Work request.
Identify each line below that contains the word "East", and copy it out.
+--
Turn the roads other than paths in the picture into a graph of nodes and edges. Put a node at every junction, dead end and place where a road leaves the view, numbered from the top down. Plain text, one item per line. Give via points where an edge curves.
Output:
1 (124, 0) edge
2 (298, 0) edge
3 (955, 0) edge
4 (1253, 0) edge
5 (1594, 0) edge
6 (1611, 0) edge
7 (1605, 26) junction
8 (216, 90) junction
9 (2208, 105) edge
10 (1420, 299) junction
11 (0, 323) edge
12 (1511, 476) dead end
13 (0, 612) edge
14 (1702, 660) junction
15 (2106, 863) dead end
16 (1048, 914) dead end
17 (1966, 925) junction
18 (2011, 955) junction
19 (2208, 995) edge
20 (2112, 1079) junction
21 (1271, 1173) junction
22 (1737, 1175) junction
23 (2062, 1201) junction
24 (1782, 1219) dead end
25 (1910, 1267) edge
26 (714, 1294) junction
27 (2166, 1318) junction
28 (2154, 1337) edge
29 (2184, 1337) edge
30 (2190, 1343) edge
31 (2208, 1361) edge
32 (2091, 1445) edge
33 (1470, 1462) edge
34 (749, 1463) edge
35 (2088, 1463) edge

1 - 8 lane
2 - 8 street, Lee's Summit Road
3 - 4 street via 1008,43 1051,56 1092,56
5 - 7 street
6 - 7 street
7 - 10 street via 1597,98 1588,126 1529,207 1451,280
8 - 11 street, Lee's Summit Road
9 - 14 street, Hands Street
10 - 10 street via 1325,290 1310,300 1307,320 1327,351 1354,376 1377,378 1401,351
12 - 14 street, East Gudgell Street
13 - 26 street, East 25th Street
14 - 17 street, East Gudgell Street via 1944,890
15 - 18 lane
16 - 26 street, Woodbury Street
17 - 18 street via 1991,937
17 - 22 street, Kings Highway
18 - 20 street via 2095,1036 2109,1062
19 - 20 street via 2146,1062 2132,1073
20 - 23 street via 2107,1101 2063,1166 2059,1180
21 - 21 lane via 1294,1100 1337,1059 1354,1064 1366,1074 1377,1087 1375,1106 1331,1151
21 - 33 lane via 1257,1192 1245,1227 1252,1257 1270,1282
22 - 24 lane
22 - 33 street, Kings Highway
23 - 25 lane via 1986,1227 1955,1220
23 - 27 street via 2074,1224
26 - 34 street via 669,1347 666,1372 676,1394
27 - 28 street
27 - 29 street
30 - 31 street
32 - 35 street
+--
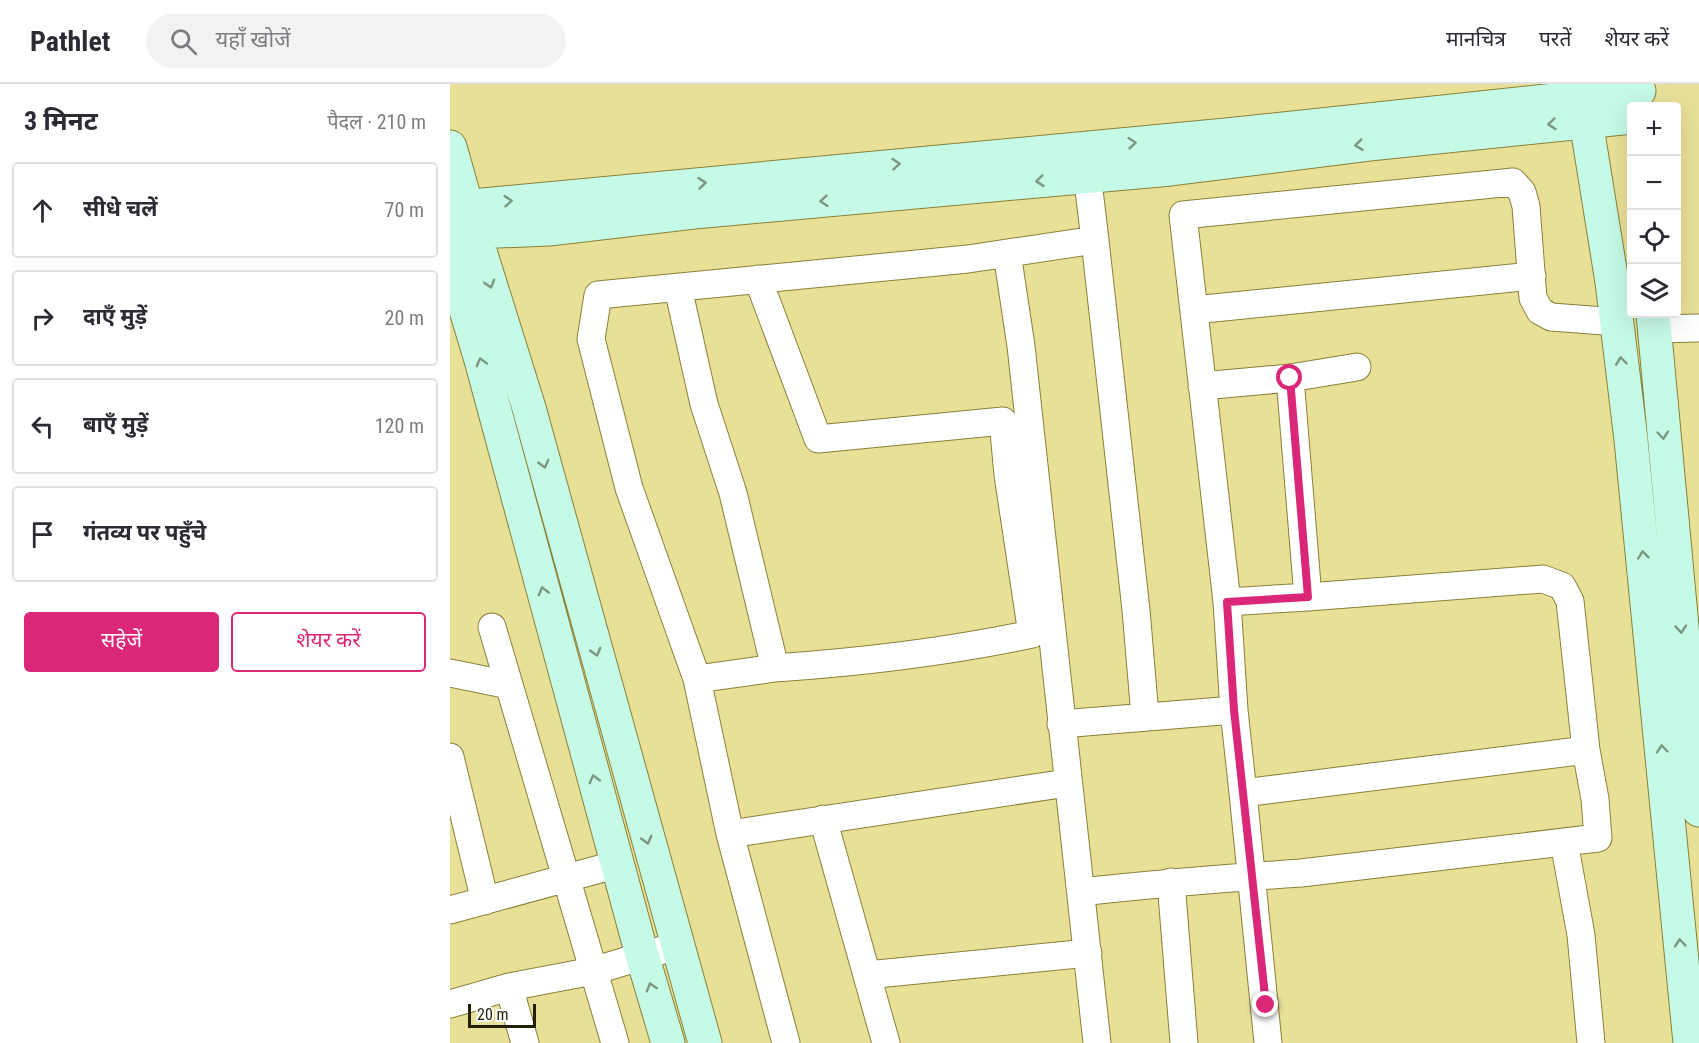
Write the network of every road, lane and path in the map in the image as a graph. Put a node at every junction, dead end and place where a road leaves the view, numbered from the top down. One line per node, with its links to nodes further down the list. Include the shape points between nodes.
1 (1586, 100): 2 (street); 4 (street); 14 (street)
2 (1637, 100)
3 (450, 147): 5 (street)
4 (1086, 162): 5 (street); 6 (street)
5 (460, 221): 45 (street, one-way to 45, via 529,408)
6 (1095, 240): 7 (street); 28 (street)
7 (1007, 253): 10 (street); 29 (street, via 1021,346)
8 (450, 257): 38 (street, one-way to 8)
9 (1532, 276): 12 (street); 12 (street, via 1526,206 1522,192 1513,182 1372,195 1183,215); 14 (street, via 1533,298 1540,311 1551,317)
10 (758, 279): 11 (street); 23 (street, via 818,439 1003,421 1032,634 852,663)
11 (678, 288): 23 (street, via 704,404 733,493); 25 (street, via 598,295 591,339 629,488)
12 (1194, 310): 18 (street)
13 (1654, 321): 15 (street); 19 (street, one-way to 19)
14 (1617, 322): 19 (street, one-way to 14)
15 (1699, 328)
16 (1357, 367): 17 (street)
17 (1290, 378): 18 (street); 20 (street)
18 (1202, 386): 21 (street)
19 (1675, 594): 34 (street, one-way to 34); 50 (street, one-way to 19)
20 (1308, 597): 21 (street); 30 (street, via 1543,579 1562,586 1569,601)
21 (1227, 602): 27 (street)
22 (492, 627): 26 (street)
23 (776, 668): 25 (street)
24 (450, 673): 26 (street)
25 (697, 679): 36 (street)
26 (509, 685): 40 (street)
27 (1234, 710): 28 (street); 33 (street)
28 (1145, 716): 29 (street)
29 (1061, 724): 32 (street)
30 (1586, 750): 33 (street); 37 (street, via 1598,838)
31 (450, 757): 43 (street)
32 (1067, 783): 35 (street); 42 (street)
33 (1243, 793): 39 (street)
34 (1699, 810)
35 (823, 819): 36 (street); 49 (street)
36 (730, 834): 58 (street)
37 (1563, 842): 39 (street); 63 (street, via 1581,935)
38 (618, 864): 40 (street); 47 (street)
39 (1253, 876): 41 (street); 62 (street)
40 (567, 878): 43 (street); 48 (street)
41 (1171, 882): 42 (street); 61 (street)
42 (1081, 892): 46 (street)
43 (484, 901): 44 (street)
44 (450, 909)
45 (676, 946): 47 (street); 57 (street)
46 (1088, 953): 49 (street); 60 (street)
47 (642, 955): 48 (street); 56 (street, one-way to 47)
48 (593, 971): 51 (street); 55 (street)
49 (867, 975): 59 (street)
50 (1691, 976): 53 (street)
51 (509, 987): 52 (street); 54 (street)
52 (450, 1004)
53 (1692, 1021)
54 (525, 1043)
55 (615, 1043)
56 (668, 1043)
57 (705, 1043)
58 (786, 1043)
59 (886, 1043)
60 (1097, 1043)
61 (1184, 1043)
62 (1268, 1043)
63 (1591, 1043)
+--
Answer space.
12 - 14 street, East Gudgell Street
13 - 26 street, East 25th Street
14 - 17 street, East Gudgell Street via 1944,890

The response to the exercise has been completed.